Jang uses natural fibres to create monumental “garments” layering, stitching and felting fibres and dying with the seeds of the ebony tree to give a rich gamut of charcoal greys and earthy browns. The tactility of these pieces is reminiscent of ancient artefacts and the scale of the work is an impressive testament to the craft and patience of the artist.

In contrast to Jiu Jang’s wholly organic fibres, RCA graduate Hannah Robson has created a series of richly coloured woven structures using metal threads woven with yarns to create self-supporting textile structures and large hangings with 3D surface elements. Hannah incorporates copper wires in the warp of the weave and cleverly constructs forms that spring into 3 dimensional forms once they are removed from the loom.

The tradition of the woven tapestry has been used by Jilly Edwards as a story-telling medium, she has created a series of thirteen tapestry segments, each representing a four week time span. Colours are inspired by skies, and landscapes around her Bristol studio and map changing weather patterns. Presented on a long table top, this tapestry is a subtle and sensitive example of constructed textile skills.

As a lover of stitch I was intrigued by the work of Emily Gibbs. Layers of coloured silk organza are hand stitched in the seemingly simple running stitch as drawings or “portraits” of fellow makers exploring the idea of portraits, looking at depicting the person through their workspace and tools. This series of embroideries is a celebration of the often underrated skills of makers encompassing crafts such as glassblowing, pottery metalwork and shoemaking.


Amongst the 40 galleries exhibiting at Collect 2018 I only found a brave three that featured any textile based work, notably 50 Goldborne has travelled far to find their textile based offering. The gallery exhibits the Ubuhle Collective from South Africa, which is reviving the tradition of beaded textiles as art. Millions of meticulously hand sewn beads form sumptuous images and patterns reminiscent of tropical flora.

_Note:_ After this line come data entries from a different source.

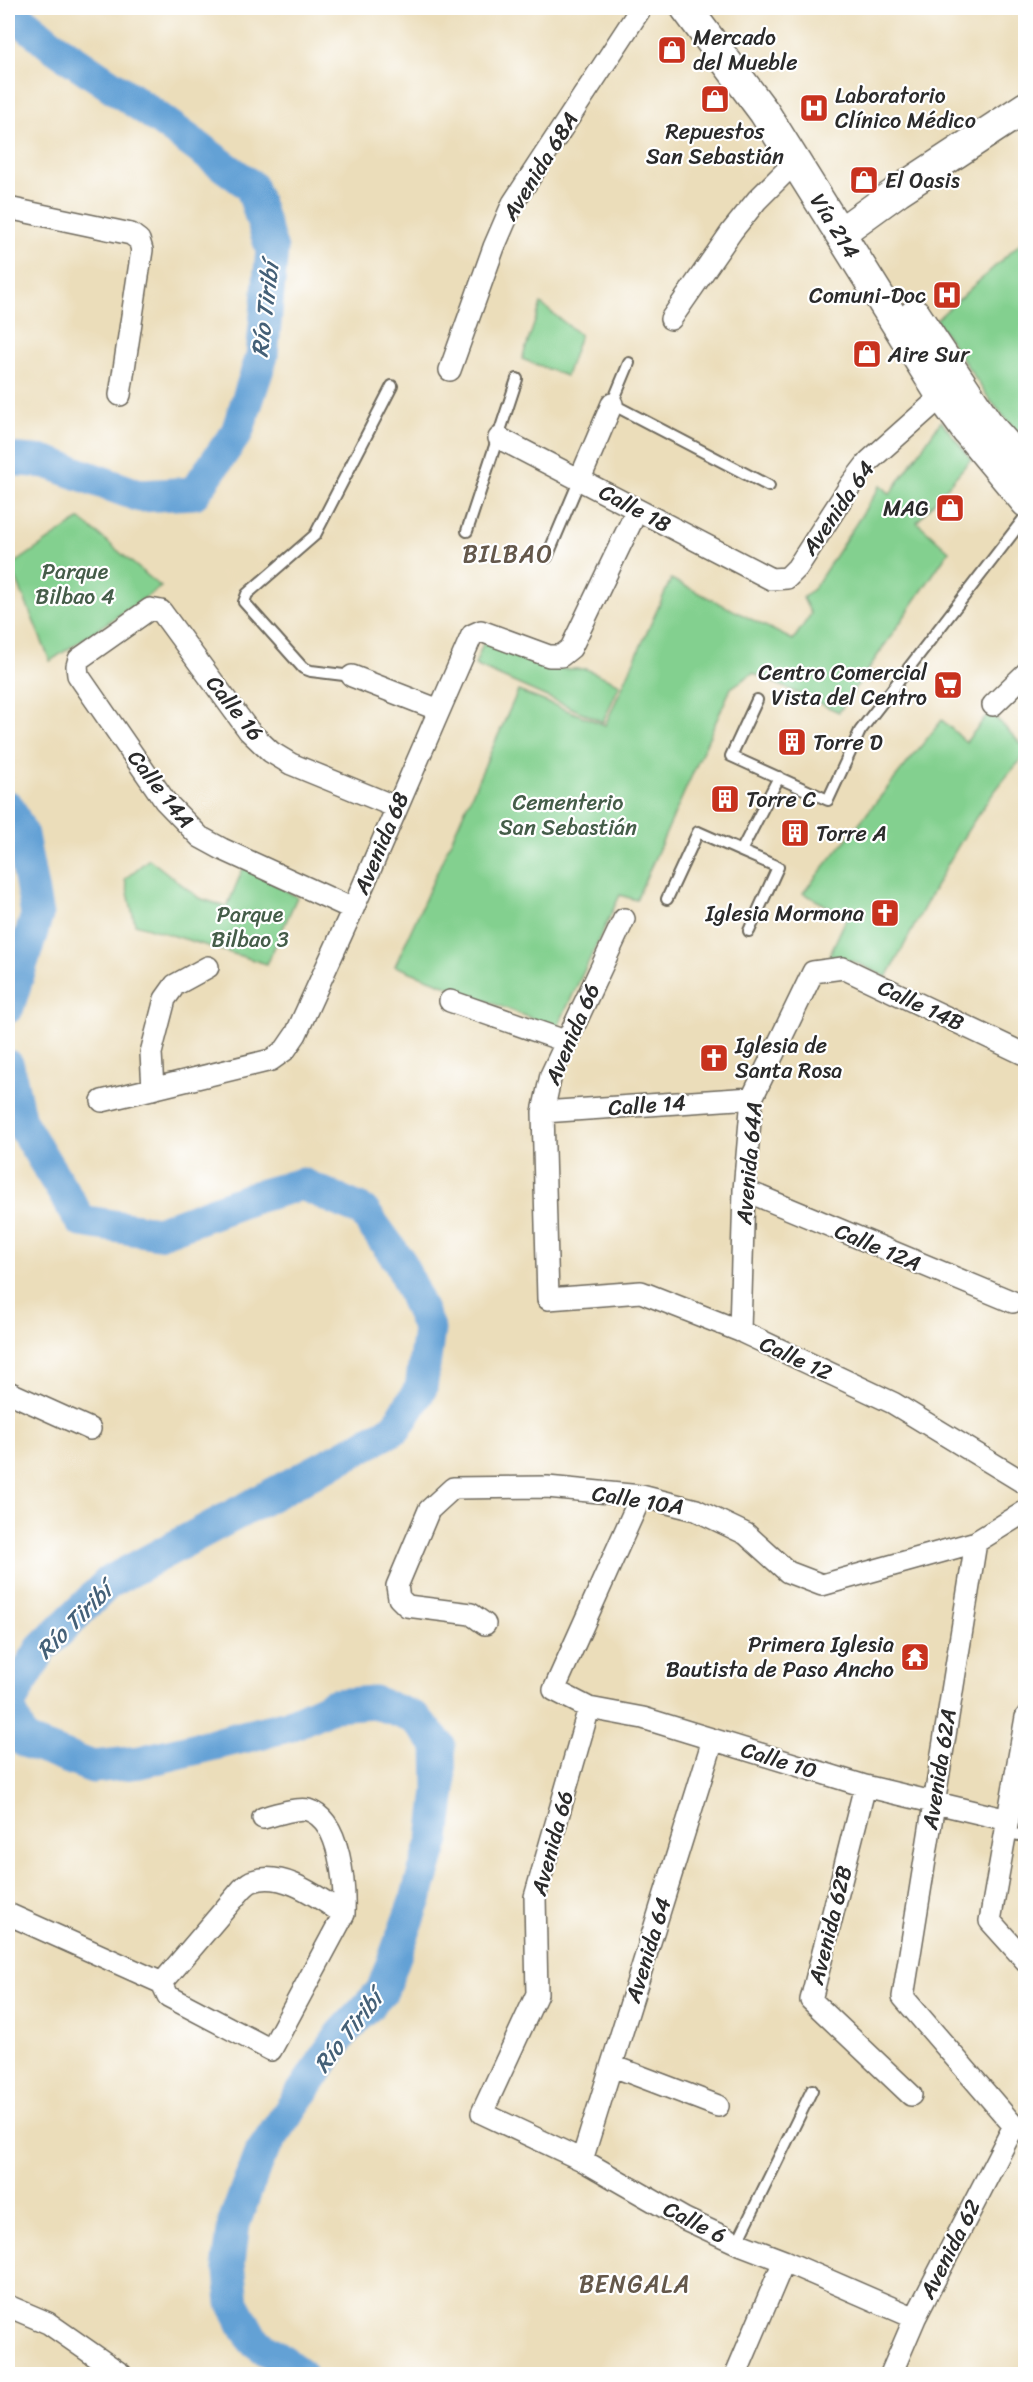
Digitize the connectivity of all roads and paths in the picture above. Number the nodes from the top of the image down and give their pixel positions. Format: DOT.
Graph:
graph roads {
  1 [pos="641,8"];
  2 [pos="686,8"];
  3 [pos="708,8"];
  4 [pos="1026,107"];
  5 [pos="795,162"];
  6 [pos="8,208"];
  7 [pos="848,227"];
  8 [pos="671,319"];
  9 [pos="629,363"];
  10 [pos="450,370"];
  11 [pos="517,379"];
  12 [pos="392,386"];
  13 [pos="950,389"];
  14 [pos="120,395"];
  15 [pos="612,404"];
  16 [pos="499,438"];
  17 [pos="1026,467"];
  18 [pos="580,479"];
  19 [pos="769,486"];
  20 [pos="1026,502"];
  21 [pos="637,510"];
  22 [pos="1026,516"];
  23 [pos="466,531"];
  24 [pos="547,557"];
  25 [pos="771,579"];
  26 [pos="161,611"];
  27 [pos="1026,673"];
  28 [pos="352,676"];
  29 [pos="757,700"];
  30 [pos="993,705"];
  31 [pos="439,710"];
  32 [pos="779,777"];
  33 [pos="396,807"];
  34 [pos="741,851"];
  35 [pos="667,899"];
  36 [pos="353,909"];
  37 [pos="624,919"];
  38 [pos="748,931"];
  39 [pos="208,967"];
  40 [pos="813,972"];
  41 [pos="450,1002"];
  42 [pos="565,1041"];
  43 [pos="1026,1055"];
  44 [pos="153,1089"];
  45 [pos="752,1098"];
  46 [pos="102,1101"];
  47 [pos="543,1112"];
  48 [pos="744,1190"];
  49 [pos="548,1299"];
  50 [pos="1013,1302"];
  51 [pos="740,1331"];
  52 [pos="8,1392"];
  53 [pos="90,1429"];
  54 [pos="1026,1484"];
  55 [pos="641,1496"];
  56 [pos="1026,1511"];
  57 [pos="975,1542"];
  58 [pos="485,1624"];
  59 [pos="589,1707"];
  60 [pos="1026,1717"];
  61 [pos="712,1740"];
  62 [pos="865,1786"];
  63 [pos="933,1802"];
  64 [pos="263,1818"];
  65 [pos="1013,1830"];
  66 [pos="8,1914"];
  67 [pos="344,1914"];
  68 [pos="1026,1961"];
  69 [pos="162,1983"];
  70 [pos="613,2066"];
  71 [pos="812,2090"];
  72 [pos="912,2095"];
  73 [pos="718,2106"];
  74 [pos="482,2113"];
  75 [pos="1020,2127"];
  76 [pos="582,2160"];
  77 [pos="737,2243"];
  78 [pos="784,2261"];
  79 [pos="8,2306"];
  80 [pos="915,2318"];
  81 [pos="121,2374"];
  82 [pos="736,2374"];
  83 [pos="891,2374"];
  1 -- 10 [label="street, Avenida 68A"];
  2 -- 5 [label="main road, Vía 214"];
  3 -- 7 [label="main road, Vía 214"];
  4 -- 7 [label="main road"];
  5 -- 7 [label="main road, Vía 214"];
  5 -- 8 [label="street"];
  6 -- 14 [label="street"];
  7 -- 13 [label="main road, Vía 214"];
  9 -- 15 [label="lane"];
  11 -- 16 [label="lane"];
  12 -- 28 [label="lane"];
  13 -- 17 [label="main road, Vía 214"];
  13 -- 20 [label="main road, Vía 214"];
  13 -- 25 [label="street, Avenida 64"];
  15 -- 18 [label="street"];
  15 -- 19 [label="lane"];
  16 -- 18 [label="street, Calle 18"];
  16 -- 23 [label="lane"];
  18 -- 21 [label="street, Calle 18"];
  18 -- 24 [label="lane"];
  21 -- 25 [label="street, Calle 18"];
  21 -- 31 [label="street, Avenida 68"];
  22 -- 32 [label="lane"];
  26 -- 33 [label="street, Calle 16"];
  26 -- 36 [label="street, Calle 14A"];
  27 -- 30 [label="street"];
  28 -- 31 [label="street"];
  29 -- 32 [label="lane"];
  31 -- 33 [label="street, Avenida 68"];
  32 -- 34 [label="lane"];
  33 -- 36 [label="street, Avenida 68"];
  34 -- 35 [label="lane"];
  34 -- 38 [label="lane"];
  36 -- 44 [label="street, Avenida 68"];
  37 -- 42 [label="street, Avenida 66"];
  39 -- 44 [label="street"];
  40 -- 43 [label="street, Calle 14B"];
  40 -- 45 [label="street, Avenida 64A"];
  41 -- 42 [label="street"];
  42 -- 47 [label="street, Avenida 66"];
  44 -- 46 [label="street"];
  45 -- 47 [label="street, Calle 14"];
  45 -- 48 [label="street, Avenida 64A"];
  47 -- 49 [label="street, Avenida 66"];
  48 -- 50 [label="street, Calle 12A"];
  48 -- 51 [label="street, Avenida 64A"];
  49 -- 51 [label="street, Calle 12"];
  51 -- 54 [label="street, Calle 12"];
  52 -- 53 [label="street"];
  55 -- 57 [label="street, Calle 10A"];
  55 -- 58 [label="street, Calle 10A"];
  55 -- 59 [label="street, Calle 10"];
  56 -- 57 [label="street, Calle 10A"];
  57 -- 63 [label="street, Avenida 62A"];
  59 -- 61 [label="street, Calle 10"];
  59 -- 74 [label="street, Avenida 66"];
  60 -- 65 [label="street"];
  61 -- 62 [label="street, Calle 10"];
  61 -- 70 [label="street, Avenida 64"];
  62 -- 63 [label="street, Calle 10"];
  62 -- 72 [label="street, Avenida 62B"];
  63 -- 65 [label="street, Calle 10"];
  63 -- 75 [label="street, Avenida 62A"];
  64 -- 67 [label="street"];
  65 -- 68 [label="street"];
  66 -- 69 [label="street"];
  67 -- 69 [label="street"];
  67 -- 69 [label="street"];
  70 -- 73 [label="street"];
  70 -- 76 [label="street, Avenida 64"];
  71 -- 77 [label="lane"];
  74 -- 76 [label="street, Calle 6"];
  75 -- 80 [label="street, Avenida 62"];
  76 -- 77 [label="street, Calle 6"];
  77 -- 78 [label="street, Calle 6"];
  78 -- 80 [label="street, Calle 6"];
  78 -- 82 [label="street"];
  79 -- 81 [label="street"];
  80 -- 83 [label="street, Avenida 62"];
}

Afke Golsteijn’s hand embroidered bird sculpture is shown in the Gallerie Marzee exhibit, with hand stitched silk as the flowing tail of this piece.

And the Katie Jones gallery is showing a selection of indigo-dyed pieces by renowned Japanese textile artist Shihoko Fukomoto.


I may of course have missed some pieces, but as I have an eagle-eye for textile art, it is a real disappointment that I had to search so hard amongst over 400 artists in these prestigious international gallery offerings for contemporary textile craft pieces, when we know that the world of textiles has such a rich craft heritage. Hopefully 2019 will be a better year!